- **Prompt**: For each line below that holds "other", return the line as it stands.

- **Input for this task**:
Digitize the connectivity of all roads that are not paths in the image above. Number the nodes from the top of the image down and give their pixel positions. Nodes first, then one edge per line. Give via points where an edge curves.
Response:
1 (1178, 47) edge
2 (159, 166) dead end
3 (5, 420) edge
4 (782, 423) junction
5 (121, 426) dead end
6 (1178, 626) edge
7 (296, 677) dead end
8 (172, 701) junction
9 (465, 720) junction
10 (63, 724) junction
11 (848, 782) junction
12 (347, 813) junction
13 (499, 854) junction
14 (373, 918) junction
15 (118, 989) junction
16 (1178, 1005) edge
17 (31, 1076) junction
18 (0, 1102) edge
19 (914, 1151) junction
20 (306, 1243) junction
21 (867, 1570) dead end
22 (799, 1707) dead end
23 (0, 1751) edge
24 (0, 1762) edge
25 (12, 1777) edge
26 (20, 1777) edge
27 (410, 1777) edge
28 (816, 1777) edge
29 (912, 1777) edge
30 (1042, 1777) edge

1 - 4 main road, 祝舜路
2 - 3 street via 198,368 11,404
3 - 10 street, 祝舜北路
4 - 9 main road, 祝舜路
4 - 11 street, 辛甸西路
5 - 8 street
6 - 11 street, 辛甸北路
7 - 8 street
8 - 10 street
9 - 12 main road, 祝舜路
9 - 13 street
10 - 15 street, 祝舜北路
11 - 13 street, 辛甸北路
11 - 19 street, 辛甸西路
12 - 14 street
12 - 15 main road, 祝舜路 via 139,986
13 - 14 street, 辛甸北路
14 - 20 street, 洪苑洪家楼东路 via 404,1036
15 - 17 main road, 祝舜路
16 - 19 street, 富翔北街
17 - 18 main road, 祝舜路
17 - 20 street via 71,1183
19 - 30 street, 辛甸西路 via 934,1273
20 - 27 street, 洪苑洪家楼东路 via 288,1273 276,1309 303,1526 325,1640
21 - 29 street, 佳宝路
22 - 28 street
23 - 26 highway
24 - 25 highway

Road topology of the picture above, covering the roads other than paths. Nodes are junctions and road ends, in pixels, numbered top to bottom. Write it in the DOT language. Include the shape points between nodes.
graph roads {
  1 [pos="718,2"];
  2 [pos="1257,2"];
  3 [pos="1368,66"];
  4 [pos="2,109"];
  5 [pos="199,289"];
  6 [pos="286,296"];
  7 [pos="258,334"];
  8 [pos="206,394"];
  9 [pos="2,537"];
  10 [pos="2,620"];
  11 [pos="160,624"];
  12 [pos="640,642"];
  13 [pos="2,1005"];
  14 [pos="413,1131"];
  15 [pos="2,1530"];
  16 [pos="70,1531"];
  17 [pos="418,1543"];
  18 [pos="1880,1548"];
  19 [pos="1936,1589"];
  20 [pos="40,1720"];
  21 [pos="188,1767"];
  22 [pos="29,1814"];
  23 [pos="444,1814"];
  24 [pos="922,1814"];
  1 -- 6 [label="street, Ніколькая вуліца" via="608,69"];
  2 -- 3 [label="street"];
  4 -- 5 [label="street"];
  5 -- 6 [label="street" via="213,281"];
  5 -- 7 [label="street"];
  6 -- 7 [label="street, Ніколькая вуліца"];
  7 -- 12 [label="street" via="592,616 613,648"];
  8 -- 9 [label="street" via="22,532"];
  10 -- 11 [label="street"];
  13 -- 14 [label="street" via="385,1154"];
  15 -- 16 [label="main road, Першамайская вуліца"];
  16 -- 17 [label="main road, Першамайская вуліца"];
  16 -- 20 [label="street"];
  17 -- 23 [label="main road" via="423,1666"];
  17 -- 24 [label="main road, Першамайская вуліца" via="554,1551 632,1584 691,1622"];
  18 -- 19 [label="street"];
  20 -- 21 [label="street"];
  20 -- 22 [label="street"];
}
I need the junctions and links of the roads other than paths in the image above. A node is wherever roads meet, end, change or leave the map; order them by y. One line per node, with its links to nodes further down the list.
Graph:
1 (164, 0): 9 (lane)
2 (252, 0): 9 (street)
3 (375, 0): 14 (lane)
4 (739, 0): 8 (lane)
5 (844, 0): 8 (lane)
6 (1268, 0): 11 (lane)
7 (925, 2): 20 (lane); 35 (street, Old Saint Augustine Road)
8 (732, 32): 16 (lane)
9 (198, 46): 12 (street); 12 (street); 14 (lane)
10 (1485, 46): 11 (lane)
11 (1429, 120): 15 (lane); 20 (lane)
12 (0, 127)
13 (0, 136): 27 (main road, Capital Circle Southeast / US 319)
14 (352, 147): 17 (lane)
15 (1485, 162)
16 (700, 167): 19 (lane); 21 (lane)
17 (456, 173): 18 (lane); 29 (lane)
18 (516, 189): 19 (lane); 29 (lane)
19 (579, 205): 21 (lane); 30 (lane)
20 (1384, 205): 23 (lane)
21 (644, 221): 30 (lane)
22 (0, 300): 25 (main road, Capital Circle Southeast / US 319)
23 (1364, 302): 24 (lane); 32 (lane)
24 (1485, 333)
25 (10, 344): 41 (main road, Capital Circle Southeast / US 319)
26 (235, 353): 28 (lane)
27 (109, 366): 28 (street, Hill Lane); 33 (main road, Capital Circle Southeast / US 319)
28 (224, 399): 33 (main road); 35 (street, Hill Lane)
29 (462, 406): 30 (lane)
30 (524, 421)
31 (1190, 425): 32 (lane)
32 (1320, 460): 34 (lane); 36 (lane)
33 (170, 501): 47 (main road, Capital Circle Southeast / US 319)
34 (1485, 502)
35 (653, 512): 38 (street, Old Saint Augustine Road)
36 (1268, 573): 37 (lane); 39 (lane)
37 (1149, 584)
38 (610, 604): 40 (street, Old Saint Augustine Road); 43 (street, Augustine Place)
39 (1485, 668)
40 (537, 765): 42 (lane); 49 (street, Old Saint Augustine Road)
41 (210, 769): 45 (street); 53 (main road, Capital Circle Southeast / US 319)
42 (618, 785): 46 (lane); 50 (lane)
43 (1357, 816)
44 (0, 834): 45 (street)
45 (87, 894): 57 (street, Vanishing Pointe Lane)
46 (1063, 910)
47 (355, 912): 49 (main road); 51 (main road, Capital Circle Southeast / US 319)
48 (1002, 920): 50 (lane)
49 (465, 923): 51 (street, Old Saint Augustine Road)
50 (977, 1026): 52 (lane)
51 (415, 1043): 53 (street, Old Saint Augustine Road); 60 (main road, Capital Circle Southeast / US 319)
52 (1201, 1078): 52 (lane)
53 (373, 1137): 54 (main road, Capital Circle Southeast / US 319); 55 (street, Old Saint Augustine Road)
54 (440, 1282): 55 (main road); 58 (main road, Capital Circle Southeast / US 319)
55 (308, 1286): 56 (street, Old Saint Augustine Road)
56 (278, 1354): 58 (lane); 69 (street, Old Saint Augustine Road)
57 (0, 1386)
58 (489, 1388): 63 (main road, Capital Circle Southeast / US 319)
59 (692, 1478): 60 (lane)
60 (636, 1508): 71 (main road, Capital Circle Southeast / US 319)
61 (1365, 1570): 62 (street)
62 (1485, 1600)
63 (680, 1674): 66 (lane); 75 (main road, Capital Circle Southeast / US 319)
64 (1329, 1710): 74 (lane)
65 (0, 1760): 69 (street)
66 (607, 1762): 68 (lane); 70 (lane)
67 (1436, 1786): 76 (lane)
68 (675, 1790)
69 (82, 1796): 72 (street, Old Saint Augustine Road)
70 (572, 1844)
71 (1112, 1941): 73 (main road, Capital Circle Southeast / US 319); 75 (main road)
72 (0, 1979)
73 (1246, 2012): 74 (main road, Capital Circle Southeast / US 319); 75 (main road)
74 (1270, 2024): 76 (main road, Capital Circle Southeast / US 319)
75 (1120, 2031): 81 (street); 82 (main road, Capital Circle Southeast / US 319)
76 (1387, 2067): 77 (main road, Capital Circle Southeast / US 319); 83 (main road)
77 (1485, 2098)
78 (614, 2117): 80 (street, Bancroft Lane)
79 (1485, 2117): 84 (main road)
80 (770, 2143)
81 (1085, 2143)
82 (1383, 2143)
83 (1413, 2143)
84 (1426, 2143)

- **Output below**:
Road topology of the picture above, covering the roads other than paths. Nodes are junctions and road ends, in pixels, numbered top to bottom. Write it in the DOT language. Include the shape points between nodes.
I need the junctions and links of the roads other than paths in the image above. A node is wherever roads meet, end, change or leave the map; order them by y. One line per node, with its links to nodes further down the list.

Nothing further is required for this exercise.